DATA SECTION Block Start

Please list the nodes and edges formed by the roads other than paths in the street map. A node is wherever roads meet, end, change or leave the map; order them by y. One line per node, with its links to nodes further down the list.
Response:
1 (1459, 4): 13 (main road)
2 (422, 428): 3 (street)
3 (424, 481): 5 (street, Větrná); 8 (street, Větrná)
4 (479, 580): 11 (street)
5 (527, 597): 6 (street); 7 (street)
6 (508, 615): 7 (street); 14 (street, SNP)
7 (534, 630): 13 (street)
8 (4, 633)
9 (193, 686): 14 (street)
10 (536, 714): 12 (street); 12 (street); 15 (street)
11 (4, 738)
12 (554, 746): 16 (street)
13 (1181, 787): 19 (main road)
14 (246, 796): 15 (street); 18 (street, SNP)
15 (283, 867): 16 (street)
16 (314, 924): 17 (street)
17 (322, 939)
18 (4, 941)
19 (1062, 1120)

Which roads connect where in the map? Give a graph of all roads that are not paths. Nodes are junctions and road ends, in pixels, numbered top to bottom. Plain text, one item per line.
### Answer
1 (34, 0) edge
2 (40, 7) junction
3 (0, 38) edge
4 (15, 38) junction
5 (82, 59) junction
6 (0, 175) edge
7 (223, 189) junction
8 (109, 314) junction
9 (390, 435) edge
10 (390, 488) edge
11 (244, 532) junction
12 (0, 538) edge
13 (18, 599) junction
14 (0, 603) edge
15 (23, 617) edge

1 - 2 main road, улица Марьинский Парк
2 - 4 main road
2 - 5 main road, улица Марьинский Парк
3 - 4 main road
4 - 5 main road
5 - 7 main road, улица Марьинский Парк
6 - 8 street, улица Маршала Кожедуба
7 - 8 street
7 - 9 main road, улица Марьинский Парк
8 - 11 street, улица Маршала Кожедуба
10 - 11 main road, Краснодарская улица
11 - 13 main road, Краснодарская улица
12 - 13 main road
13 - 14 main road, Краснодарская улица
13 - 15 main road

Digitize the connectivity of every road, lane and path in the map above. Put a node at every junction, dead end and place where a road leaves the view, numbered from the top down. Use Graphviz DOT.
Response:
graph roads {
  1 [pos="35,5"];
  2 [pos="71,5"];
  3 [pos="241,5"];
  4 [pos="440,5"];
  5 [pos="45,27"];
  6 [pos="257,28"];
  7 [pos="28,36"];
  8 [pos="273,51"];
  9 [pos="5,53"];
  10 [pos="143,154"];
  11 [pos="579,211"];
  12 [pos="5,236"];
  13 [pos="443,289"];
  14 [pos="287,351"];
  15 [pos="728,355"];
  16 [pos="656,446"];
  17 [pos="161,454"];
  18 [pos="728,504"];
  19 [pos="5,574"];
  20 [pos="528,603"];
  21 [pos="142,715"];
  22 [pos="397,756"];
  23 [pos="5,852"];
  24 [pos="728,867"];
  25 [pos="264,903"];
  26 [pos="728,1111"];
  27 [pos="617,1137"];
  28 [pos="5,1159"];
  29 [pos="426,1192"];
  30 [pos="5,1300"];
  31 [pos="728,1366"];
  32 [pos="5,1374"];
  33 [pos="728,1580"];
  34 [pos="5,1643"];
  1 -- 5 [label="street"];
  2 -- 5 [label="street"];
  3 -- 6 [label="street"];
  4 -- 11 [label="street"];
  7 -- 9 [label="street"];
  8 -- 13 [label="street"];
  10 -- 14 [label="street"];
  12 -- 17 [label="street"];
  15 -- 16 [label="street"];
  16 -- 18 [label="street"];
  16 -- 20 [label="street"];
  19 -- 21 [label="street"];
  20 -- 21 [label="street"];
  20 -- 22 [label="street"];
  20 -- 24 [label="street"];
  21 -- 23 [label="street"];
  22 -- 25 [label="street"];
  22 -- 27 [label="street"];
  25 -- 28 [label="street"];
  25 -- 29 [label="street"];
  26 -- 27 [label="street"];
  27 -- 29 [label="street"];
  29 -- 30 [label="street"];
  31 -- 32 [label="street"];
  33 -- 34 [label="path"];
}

DATA SECTION Block End

*EXERCISE OBJECTIVE*:
Please list every line of the records that contains "numbered".

*TASK SOLUTION*:
Which roads connect where in the map? Give a graph of all roads that are not paths. Nodes are junctions and road ends, in pixels, numbered top to bottom. Plain text, one item per line.
Digitize the connectivity of every road, lane and path in the map above. Put a node at every junction, dead end and place where a road leaves the view, numbered from the top down. Use Graphviz DOT.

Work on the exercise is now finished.